--- Records for the task ---

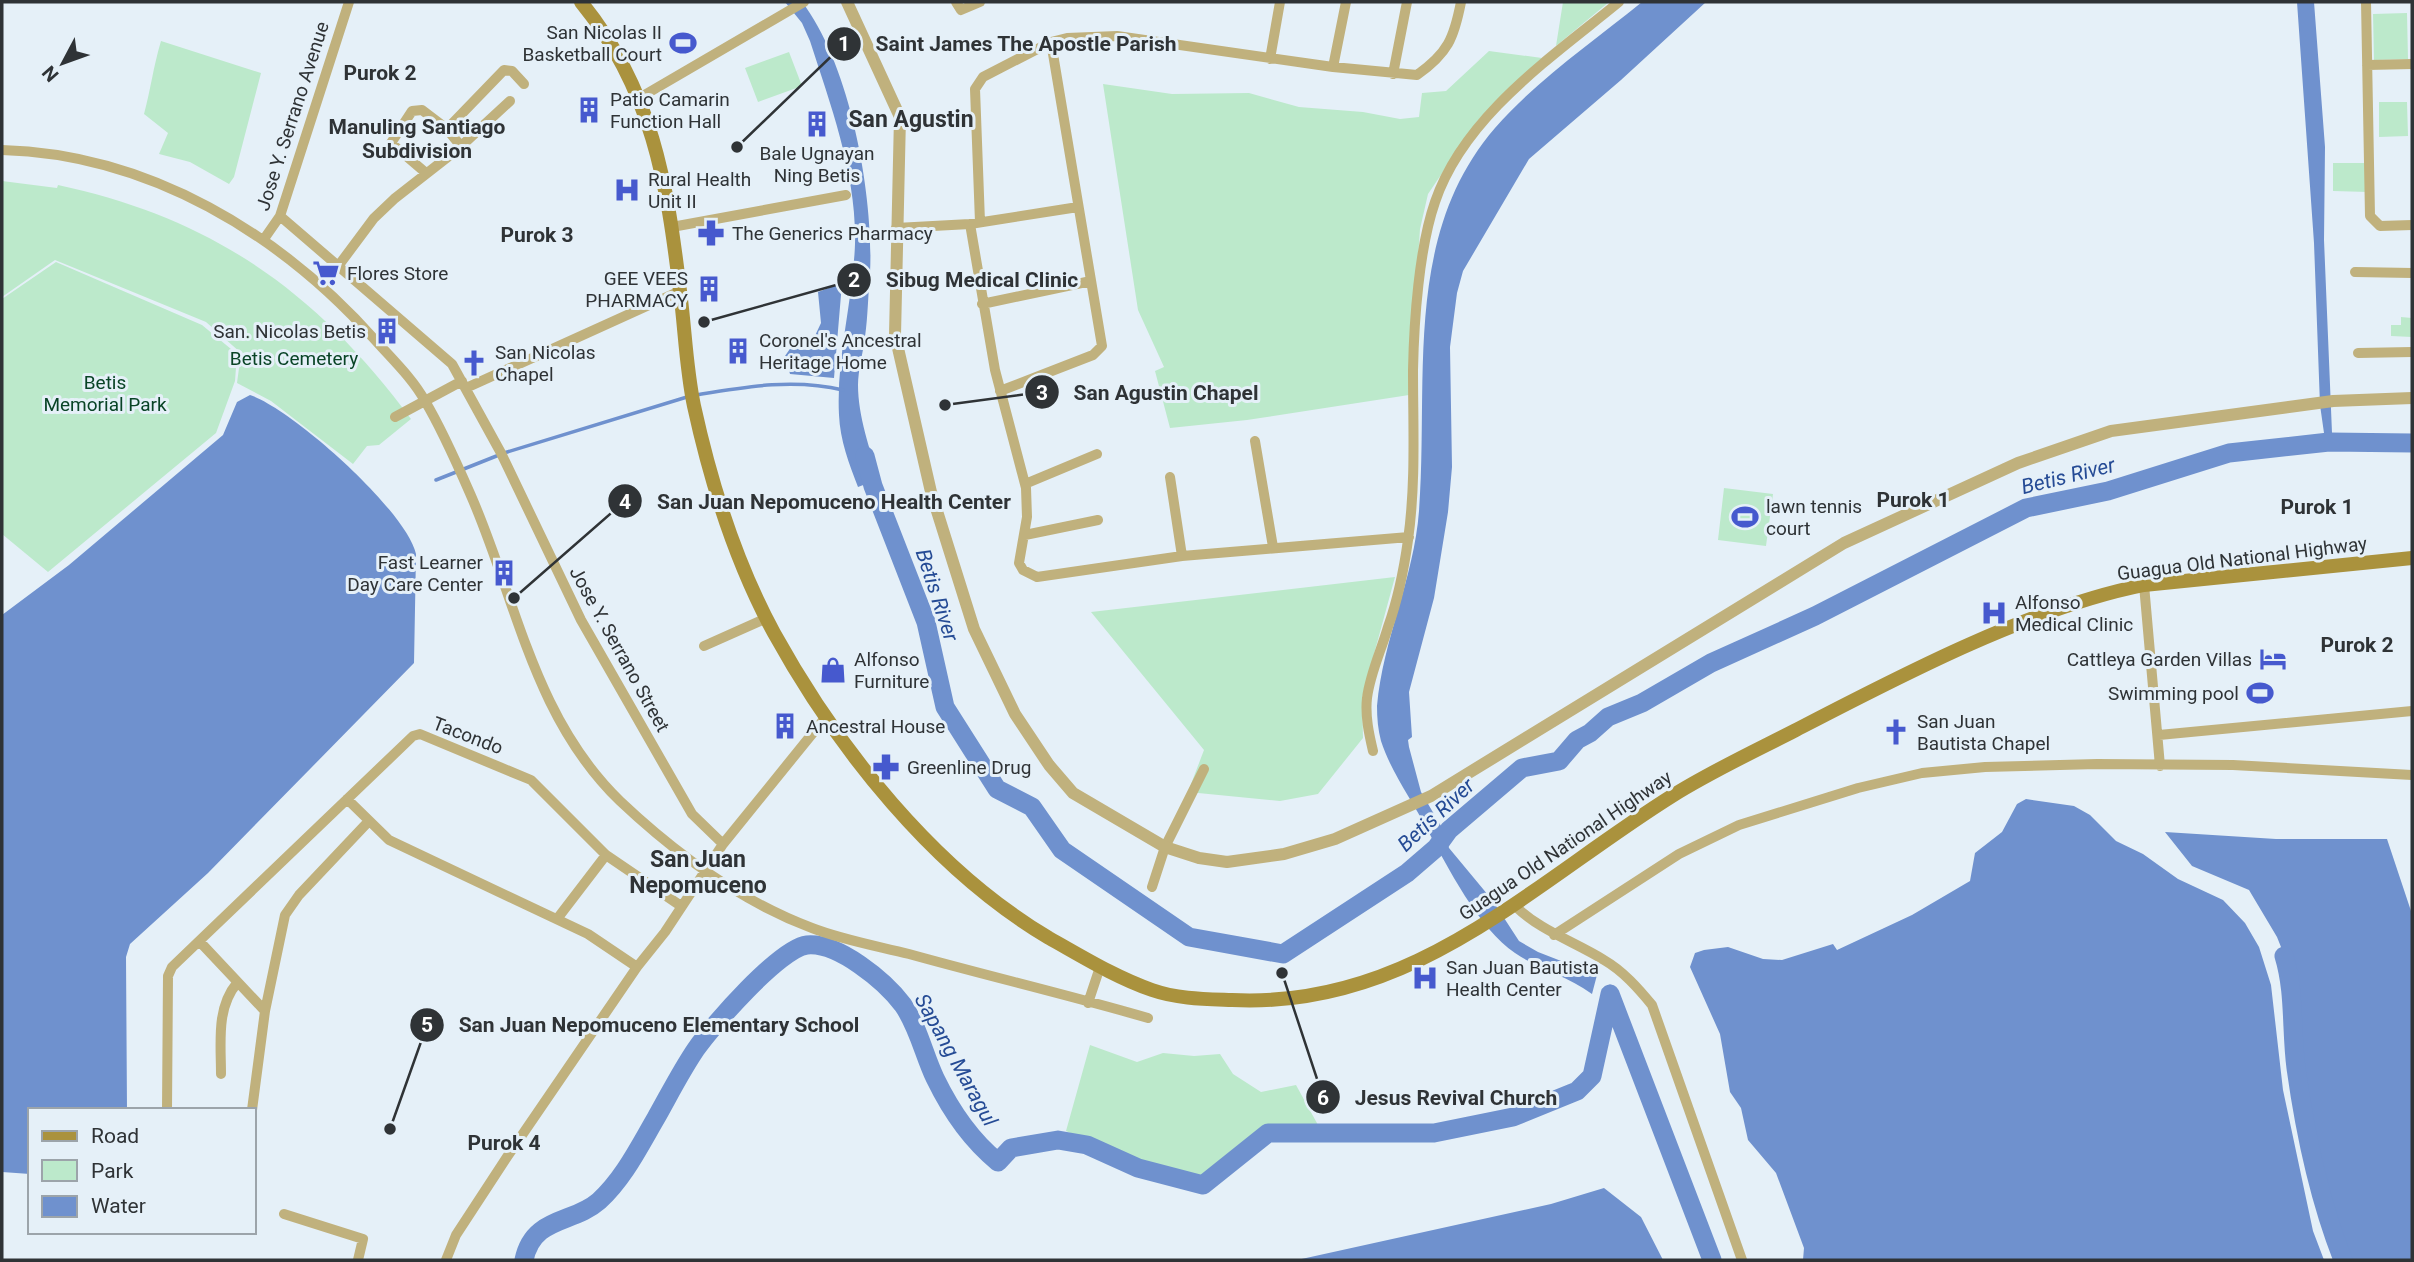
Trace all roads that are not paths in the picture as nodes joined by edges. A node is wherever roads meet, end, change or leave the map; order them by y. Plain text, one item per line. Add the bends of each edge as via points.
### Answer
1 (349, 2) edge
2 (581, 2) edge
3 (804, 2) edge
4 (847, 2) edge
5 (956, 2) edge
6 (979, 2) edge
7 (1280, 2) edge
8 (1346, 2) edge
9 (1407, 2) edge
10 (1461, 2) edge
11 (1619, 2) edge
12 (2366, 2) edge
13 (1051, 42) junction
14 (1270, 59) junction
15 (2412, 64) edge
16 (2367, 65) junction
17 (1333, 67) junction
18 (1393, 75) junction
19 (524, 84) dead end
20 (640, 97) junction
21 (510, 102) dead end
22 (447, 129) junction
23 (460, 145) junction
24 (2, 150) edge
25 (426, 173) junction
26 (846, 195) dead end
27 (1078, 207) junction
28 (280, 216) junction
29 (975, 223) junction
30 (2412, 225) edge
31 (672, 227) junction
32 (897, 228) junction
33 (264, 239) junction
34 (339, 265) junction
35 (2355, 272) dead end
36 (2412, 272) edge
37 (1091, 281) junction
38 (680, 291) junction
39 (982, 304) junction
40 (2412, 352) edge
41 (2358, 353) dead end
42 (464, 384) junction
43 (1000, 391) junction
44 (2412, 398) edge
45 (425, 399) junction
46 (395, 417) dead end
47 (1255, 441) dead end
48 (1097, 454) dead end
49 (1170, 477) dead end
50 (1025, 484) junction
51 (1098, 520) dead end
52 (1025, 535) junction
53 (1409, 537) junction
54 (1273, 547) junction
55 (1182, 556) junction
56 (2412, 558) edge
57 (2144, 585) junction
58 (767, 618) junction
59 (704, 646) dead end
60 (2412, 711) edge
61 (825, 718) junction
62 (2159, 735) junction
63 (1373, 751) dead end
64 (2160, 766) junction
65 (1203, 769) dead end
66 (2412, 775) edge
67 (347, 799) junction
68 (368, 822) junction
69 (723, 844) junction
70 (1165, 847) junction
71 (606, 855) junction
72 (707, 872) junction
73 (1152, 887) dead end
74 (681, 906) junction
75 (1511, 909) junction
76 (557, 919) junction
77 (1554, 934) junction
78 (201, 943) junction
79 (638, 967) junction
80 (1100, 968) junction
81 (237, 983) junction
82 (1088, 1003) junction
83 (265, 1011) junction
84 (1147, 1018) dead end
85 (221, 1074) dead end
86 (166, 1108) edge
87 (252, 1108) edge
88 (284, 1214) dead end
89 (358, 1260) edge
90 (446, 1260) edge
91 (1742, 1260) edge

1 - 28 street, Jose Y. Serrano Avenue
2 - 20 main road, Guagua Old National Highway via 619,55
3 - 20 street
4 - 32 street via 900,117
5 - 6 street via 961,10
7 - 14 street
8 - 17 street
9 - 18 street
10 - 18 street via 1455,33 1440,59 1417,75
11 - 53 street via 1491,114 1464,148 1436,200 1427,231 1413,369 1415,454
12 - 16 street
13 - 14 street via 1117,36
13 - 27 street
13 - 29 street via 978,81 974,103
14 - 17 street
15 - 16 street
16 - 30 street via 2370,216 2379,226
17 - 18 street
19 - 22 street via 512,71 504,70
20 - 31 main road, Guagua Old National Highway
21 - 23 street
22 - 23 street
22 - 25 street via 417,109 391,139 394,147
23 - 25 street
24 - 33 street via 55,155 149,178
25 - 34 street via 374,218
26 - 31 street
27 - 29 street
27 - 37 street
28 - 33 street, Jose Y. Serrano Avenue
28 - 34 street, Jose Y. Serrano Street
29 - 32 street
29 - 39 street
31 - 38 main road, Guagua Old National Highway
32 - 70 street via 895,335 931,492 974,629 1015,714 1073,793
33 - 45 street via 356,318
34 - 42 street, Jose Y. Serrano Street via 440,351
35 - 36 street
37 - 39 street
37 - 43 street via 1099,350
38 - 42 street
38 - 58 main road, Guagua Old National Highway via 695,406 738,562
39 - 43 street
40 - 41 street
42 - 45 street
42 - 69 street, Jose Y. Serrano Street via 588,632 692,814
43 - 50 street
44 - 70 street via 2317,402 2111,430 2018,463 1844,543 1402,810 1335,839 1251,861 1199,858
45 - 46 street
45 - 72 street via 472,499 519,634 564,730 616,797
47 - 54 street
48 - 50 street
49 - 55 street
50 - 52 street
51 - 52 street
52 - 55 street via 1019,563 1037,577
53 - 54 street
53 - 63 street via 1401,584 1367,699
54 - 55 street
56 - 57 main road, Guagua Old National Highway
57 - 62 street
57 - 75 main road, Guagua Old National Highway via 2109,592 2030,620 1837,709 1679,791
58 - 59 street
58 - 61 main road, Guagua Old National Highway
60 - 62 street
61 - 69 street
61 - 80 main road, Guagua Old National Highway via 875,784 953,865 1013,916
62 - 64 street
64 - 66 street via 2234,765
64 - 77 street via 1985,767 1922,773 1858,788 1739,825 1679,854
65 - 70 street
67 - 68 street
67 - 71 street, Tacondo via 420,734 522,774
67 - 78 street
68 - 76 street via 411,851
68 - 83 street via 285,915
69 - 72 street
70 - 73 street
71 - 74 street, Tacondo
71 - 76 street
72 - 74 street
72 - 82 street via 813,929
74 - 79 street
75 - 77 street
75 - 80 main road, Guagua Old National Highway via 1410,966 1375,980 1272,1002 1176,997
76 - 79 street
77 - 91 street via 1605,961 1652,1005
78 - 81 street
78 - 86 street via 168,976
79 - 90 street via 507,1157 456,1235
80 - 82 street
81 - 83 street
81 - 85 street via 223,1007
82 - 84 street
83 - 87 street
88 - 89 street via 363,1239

---

→ **Brief**: Scan the data, and report each line that uses the word "Tacondo".

→ **Final answer**:
67 - 71 street, Tacondo via 420,734 522,774
71 - 74 street, Tacondo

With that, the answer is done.